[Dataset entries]

****************************************

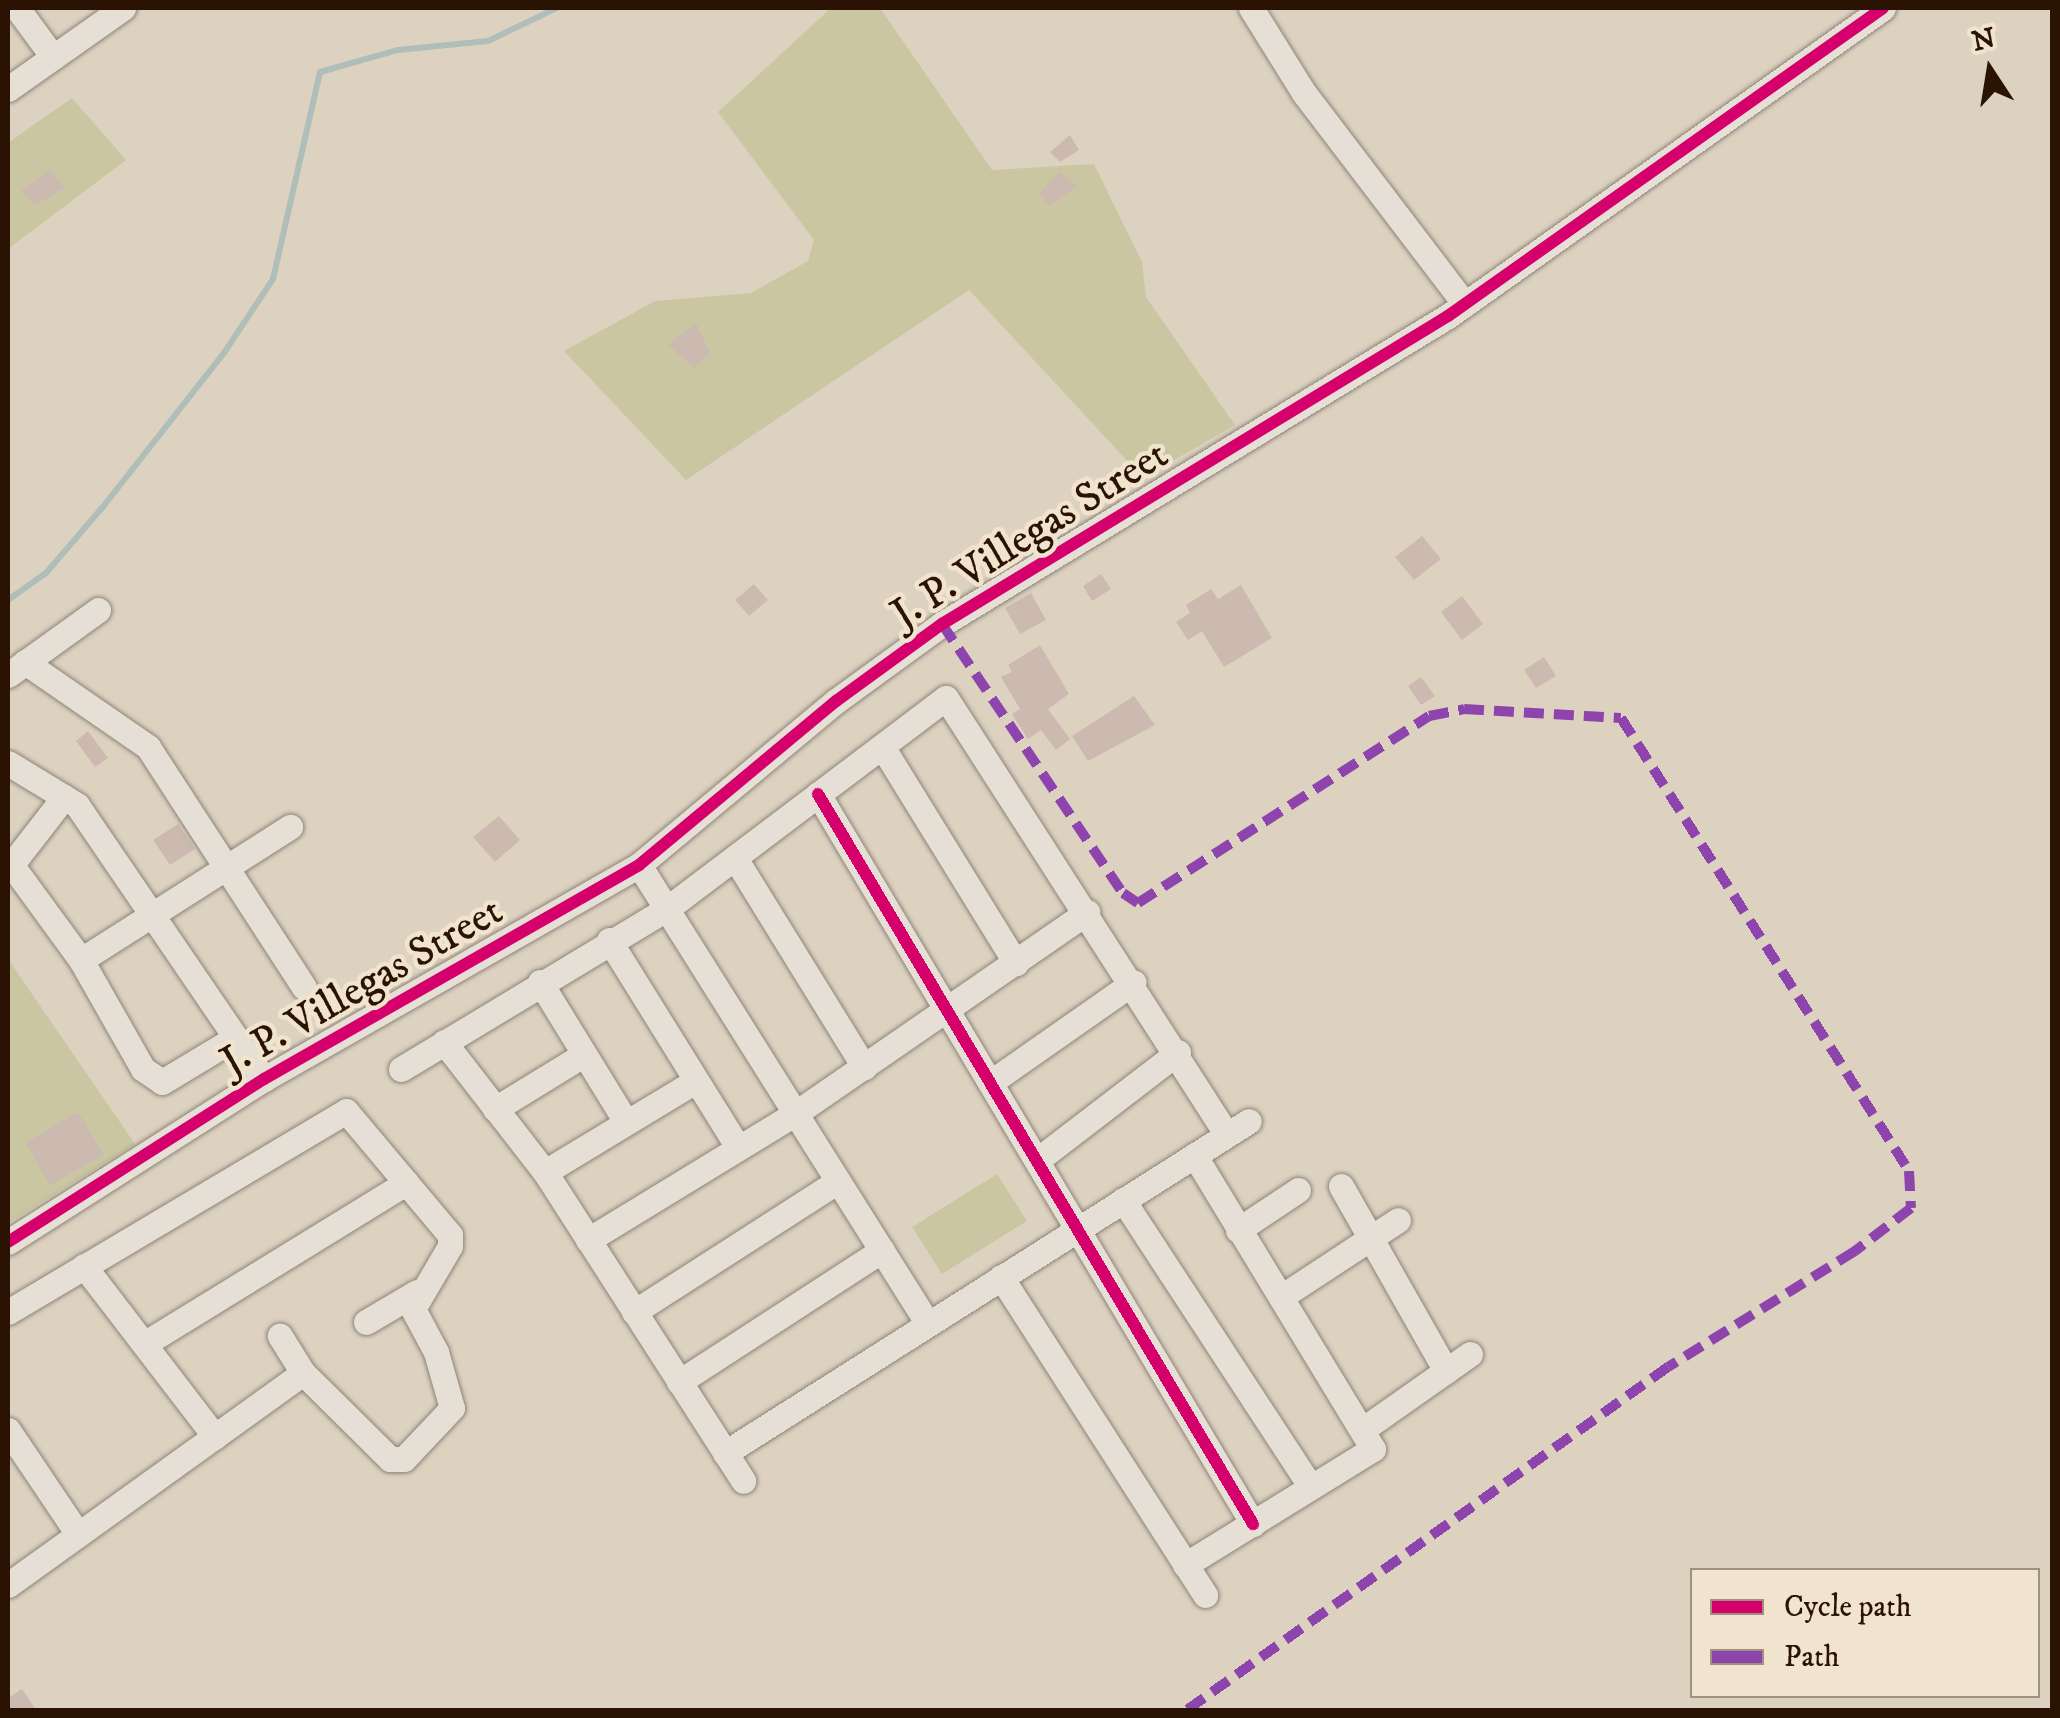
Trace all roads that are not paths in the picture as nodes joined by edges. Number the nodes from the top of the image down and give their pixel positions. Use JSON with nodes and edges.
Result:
{"nodes":[{"id":1,"x":16,"y":8,"type":"edge"},
{"id":2,"x":1251,"y":8,"type":"edge"},
{"id":3,"x":1884,"y":8,"type":"edge"},
{"id":4,"x":117,"y":9,"type":"edge"},
{"id":5,"x":54,"y":57,"type":"junction"},
{"id":6,"x":8,"y":89,"type":"edge"},
{"id":7,"x":1465,"y":304,"type":"junction"},
{"id":8,"x":98,"y":610,"type":"dead end"},
{"id":9,"x":16,"y":668,"type":"edge"},
{"id":10,"x":883,"y":748,"type":"junction"},
{"id":11,"x":8,"y":762,"type":"edge"},
{"id":12,"x":818,"y":794,"type":"junction"},
{"id":13,"x":64,"y":797,"type":"junction"},
{"id":14,"x":290,"y":827,"type":"dead end"},
{"id":15,"x":735,"y":858,"type":"junction"},
{"id":16,"x":10,"y":862,"type":"edge"},
{"id":17,"x":639,"y":864,"type":"junction"},
{"id":18,"x":228,"y":866,"type":"junction"},
{"id":19,"x":668,"y":908,"type":"junction"},
{"id":20,"x":1087,"y":912,"type":"junction"},
{"id":21,"x":152,"y":916,"type":"junction"},
{"id":22,"x":609,"y":940,"type":"junction"},
{"id":23,"x":81,"y":960,"type":"junction"},
{"id":24,"x":1016,"y":964,"type":"junction"},
{"id":25,"x":540,"y":982,"type":"junction"},
{"id":26,"x":1134,"y":982,"type":"junction"},
{"id":27,"x":304,"y":987,"type":"dead end"},
{"id":28,"x":946,"y":1005,"type":"junction"},
{"id":29,"x":235,"y":1038,"type":"junction"},
{"id":30,"x":444,"y":1042,"type":"junction"},
{"id":31,"x":1178,"y":1052,"type":"junction"},
{"id":32,"x":582,"y":1055,"type":"junction"},
{"id":33,"x":864,"y":1067,"type":"junction"},
{"id":34,"x":401,"y":1069,"type":"dead end"},
{"id":35,"x":264,"y":1080,"type":"junction"},
{"id":36,"x":695,"y":1081,"type":"junction"},
{"id":37,"x":991,"y":1082,"type":"junction"},
{"id":38,"x":495,"y":1108,"type":"junction"},
{"id":39,"x":796,"y":1113,"type":"junction"},
{"id":40,"x":1249,"y":1121,"type":"dead end"},
{"id":41,"x":626,"y":1122,"type":"junction"},
{"id":42,"x":1225,"y":1132,"type":"junction"},
{"id":43,"x":737,"y":1146,"type":"junction"},
{"id":44,"x":1194,"y":1155,"type":"junction"},
{"id":45,"x":1040,"y":1158,"type":"junction"},
{"id":46,"x":545,"y":1172,"type":"junction"},
{"id":47,"x":838,"y":1181,"type":"junction"},
{"id":48,"x":406,"y":1182,"type":"junction"},
{"id":49,"x":1341,"y":1186,"type":"dead end"},
{"id":50,"x":1298,"y":1190,"type":"dead end"},
{"id":51,"x":1123,"y":1200,"type":"junction"},
{"id":52,"x":1398,"y":1220,"type":"dead end"},
{"id":53,"x":1078,"y":1228,"type":"junction"},
{"id":54,"x":1238,"y":1230,"type":"junction"},
{"id":55,"x":588,"y":1240,"type":"junction"},
{"id":56,"x":8,"y":1242,"type":"edge"},
{"id":57,"x":1373,"y":1242,"type":"junction"},
{"id":58,"x":882,"y":1250,"type":"junction"},
{"id":59,"x":84,"y":1266,"type":"junction"},
{"id":60,"x":1000,"y":1277,"type":"junction"},
{"id":61,"x":417,"y":1292,"type":"junction"},
{"id":62,"x":1280,"y":1297,"type":"junction"},
{"id":63,"x":8,"y":1312,"type":"edge"},
{"id":64,"x":634,"y":1312,"type":"junction"},
{"id":65,"x":366,"y":1322,"type":"dead end"},
{"id":66,"x":928,"y":1324,"type":"junction"},
{"id":67,"x":280,"y":1336,"type":"dead end"},
{"id":68,"x":144,"y":1344,"type":"junction"},
{"id":69,"x":1470,"y":1354,"type":"dead end"},
{"id":70,"x":1446,"y":1371,"type":"junction"},
{"id":71,"x":303,"y":1373,"type":"junction"},
{"id":72,"x":679,"y":1382,"type":"junction"},
{"id":73,"x":1362,"y":1430,"type":"junction"},
{"id":74,"x":8,"y":1433,"type":"edge"},
{"id":75,"x":215,"y":1437,"type":"junction"},
{"id":76,"x":724,"y":1453,"type":"junction"},
{"id":77,"x":742,"y":1481,"type":"dead end"},
{"id":78,"x":1311,"y":1487,"type":"junction"},
{"id":79,"x":1252,"y":1524,"type":"junction"},
{"id":80,"x":78,"y":1534,"type":"junction"},
{"id":81,"x":1185,"y":1566,"type":"junction"},
{"id":82,"x":8,"y":1585,"type":"edge"},
{"id":83,"x":1205,"y":1596,"type":"dead end"}],
"edges":[{"from":1,"to":5,"type":"street"},
{"from":2,"to":7,"type":"street"},
{"from":3,"to":7,"type":"street","name":"J. P. Villegas Street"},
{"from":4,"to":5,"type":"street"},
{"from":5,"to":6,"type":"street"},
{"from":7,"to":17,"type":"street","name":"J. P. Villegas Street"},
{"from":8,"to":9,"type":"street"},
{"from":9,"to":18,"type":"street"},
{"from":10,"to":12,"type":"street"},
{"from":10,"to":20,"type":"street"},
{"from":10,"to":24,"type":"street"},
{"from":11,"to":13,"type":"street"},
{"from":12,"to":15,"type":"street"},
{"from":12,"to":28,"type":"street"},
{"from":13,"to":16,"type":"street"},
{"from":13,"to":21,"type":"street"},
{"from":14,"to":18,"type":"street"},
{"from":15,"to":19,"type":"street"},
{"from":15,"to":33,"type":"street"},
{"from":16,"to":23,"type":"street"},
{"from":17,"to":19,"type":"street"},
{"from":17,"to":35,"type":"street","name":"J. P. Villegas Street"},
{"from":18,"to":21,"type":"street"},
{"from":18,"to":27,"type":"street"},
{"from":19,"to":22,"type":"street"},
{"from":19,"to":39,"type":"street"},
{"from":20,"to":24,"type":"street"},
{"from":20,"to":26,"type":"street"},
{"from":21,"to":23,"type":"street"},
{"from":21,"to":29,"type":"street"},
{"from":22,"to":25,"type":"street"},
{"from":22,"to":36,"type":"street"},
{"from":23,"to":29,"type":"street"},
{"from":24,"to":28,"type":"street"},
{"from":25,"to":30,"type":"street"},
{"from":25,"to":32,"type":"street"},
{"from":26,"to":31,"type":"street"},
{"from":26,"to":37,"type":"street"},
{"from":28,"to":33,"type":"street"},
{"from":28,"to":37,"type":"street"},
{"from":29,"to":35,"type":"street"},
{"from":30,"to":34,"type":"street"},
{"from":30,"to":38,"type":"street"},
{"from":31,"to":42,"type":"street"},
{"from":31,"to":45,"type":"street"},
{"from":32,"to":38,"type":"street"},
{"from":32,"to":41,"type":"street"},
{"from":33,"to":39,"type":"street"},
{"from":35,"to":56,"type":"street","name":"J. P. Villegas Street"},
{"from":36,"to":41,"type":"street"},
{"from":36,"to":43,"type":"street"},
{"from":37,"to":45,"type":"street"},
{"from":38,"to":46,"type":"street"},
{"from":39,"to":43,"type":"street"},
{"from":39,"to":47,"type":"street"},
{"from":40,"to":42,"type":"street"},
{"from":41,"to":46,"type":"street"},
{"from":42,"to":44,"type":"street"},
{"from":43,"to":55,"type":"street"},
{"from":44,"to":51,"type":"street"},
{"from":44,"to":54,"type":"street"},
{"from":45,"to":53,"type":"street"},
{"from":46,"to":55,"type":"street"},
{"from":47,"to":58,"type":"street"},
{"from":47,"to":64,"type":"street"},
{"from":48,"to":59,"type":"street"},
{"from":48,"to":61,"type":"street"},
{"from":48,"to":68,"type":"street"},
{"from":49,"to":57,"type":"street"},
{"from":50,"to":54,"type":"street"},
{"from":51,"to":53,"type":"street"},
{"from":51,"to":78,"type":"street"},
{"from":52,"to":57,"type":"street"},
{"from":53,"to":60,"type":"street"},
{"from":53,"to":79,"type":"street"},
{"from":54,"to":62,"type":"street"},
{"from":55,"to":64,"type":"street"},
{"from":57,"to":62,"type":"street"},
{"from":57,"to":70,"type":"street"},
{"from":58,"to":66,"type":"street"},
{"from":58,"to":72,"type":"street"},
{"from":59,"to":63,"type":"street"},
{"from":59,"to":68,"type":"street"},
{"from":60,"to":66,"type":"street"},
{"from":60,"to":81,"type":"street"},
{"from":61,"to":65,"type":"street"},
{"from":61,"to":71,"type":"street"},
{"from":62,"to":73,"type":"street"},
{"from":64,"to":72,"type":"street"},
{"from":66,"to":76,"type":"street"},
{"from":67,"to":71,"type":"street"},
{"from":68,"to":75,"type":"street"},
{"from":69,"to":70,"type":"street"},
{"from":70,"to":73,"type":"street"},
{"from":71,"to":75,"type":"street"},
{"from":72,"to":76,"type":"street"},
{"from":73,"to":78,"type":"street"},
{"from":74,"to":80,"type":"street"},
{"from":75,"to":80,"type":"street"},
{"from":76,"to":77,"type":"street"},
{"from":78,"to":79,"type":"street"},
{"from":79,"to":81,"type":"street"},
{"from":80,"to":82,"type":"street"},
{"from":81,"to":83,"type":"street"}]}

****************************************

» WHAT TO DO: Copy each line in the entries above where "Villegas" turns up.

» SOLUTION FOR THIS TASK:
{"from":3,"to":7,"type":"street","name":"J. P. Villegas Street"},
{"from":7,"to":17,"type":"street","name":"J. P. Villegas Street"},
{"from":17,"to":35,"type":"street","name":"J. P. Villegas Street"},
{"from":35,"to":56,"type":"street","name":"J. P. Villegas Street"},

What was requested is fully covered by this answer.